• TASK TO CARRY OUT: Write out the entries below exactly as they stand. Skip every image.
[RECORDS FOR THE TASK Boundary: Start]
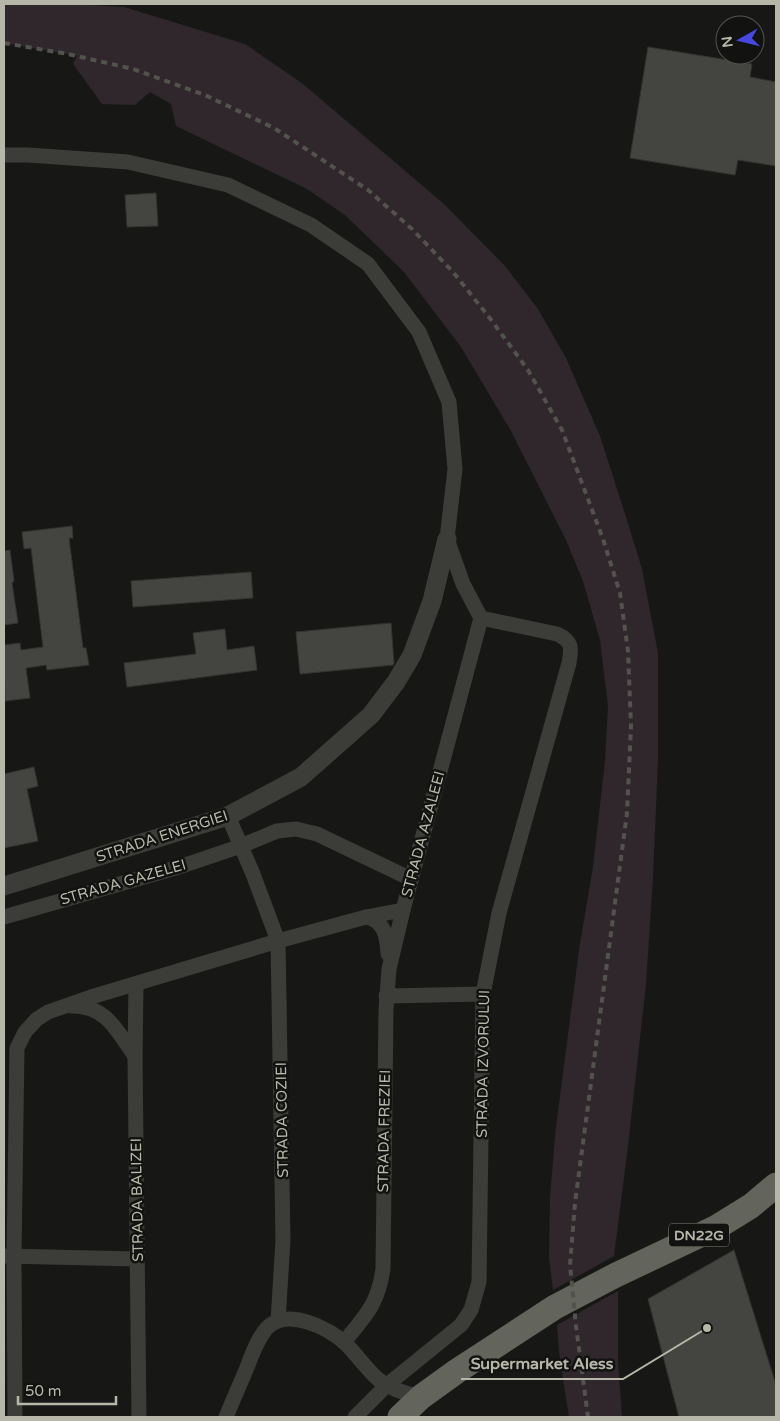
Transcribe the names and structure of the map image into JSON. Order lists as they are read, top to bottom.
{
  "streets": {
    "highway": ["DN22G"],
    "street": [
      "STRADA AZALEEI",
      "STRADA ENERGIEI",
      "STRADA GAZELEI",
      "STRADA IZVORULUI",
      "STRADA COZIEI",
      "STRADA FREZIEI",
      "STRADA BALIZEI"
    ]
  },
  "crossings": [
    ["STRADA AZALEEI", "STRADA GAZELEI"],
    ["STRADA AZALEEI", "STRADA IZVORULUI"],
    ["STRADA AZALEEI", "STRADA COZIEI"],
    ["STRADA AZALEEI", "STRADA FREZIEI"],
    ["STRADA AZALEEI", "STRADA BALIZEI"],
    ["STRADA ENERGIEI", "STRADA COZIEI"],
    ["STRADA GAZELEI", "STRADA COZIEI"]
  ],
  "places": ["Supermarket Aless"],
  "scale_bar": "50 m",
  "north": "left"
}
[RECORDS FOR THE TASK Boundary: End]
• FINISHED TASK:
Transcribe the names and structure of the map image into JSON. Order lists as they are read, top to bottom.
{
  "streets": {
    "highway": ["DN22G"],
    "street": [
      "STRADA AZALEEI",
      "STRADA ENERGIEI",
      "STRADA GAZELEI",
      "STRADA IZVORULUI",
      "STRADA COZIEI",
      "STRADA FREZIEI",
      "STRADA BALIZEI"
    ]
  },
  "crossings": [
    ["STRADA AZALEEI", "STRADA GAZELEI"],
    ["STRADA AZALEEI", "STRADA IZVORULUI"],
    ["STRADA AZALEEI", "STRADA COZIEI"],
    ["STRADA AZALEEI", "STRADA FREZIEI"],
    ["STRADA AZALEEI", "STRADA BALIZEI"],
    ["STRADA ENERGIEI", "STRADA COZIEI"],
    ["STRADA GAZELEI", "STRADA COZIEI"]
  ],
  "places": ["Supermarket Aless"],
  "scale_bar": "50 m",
  "north": "left"
}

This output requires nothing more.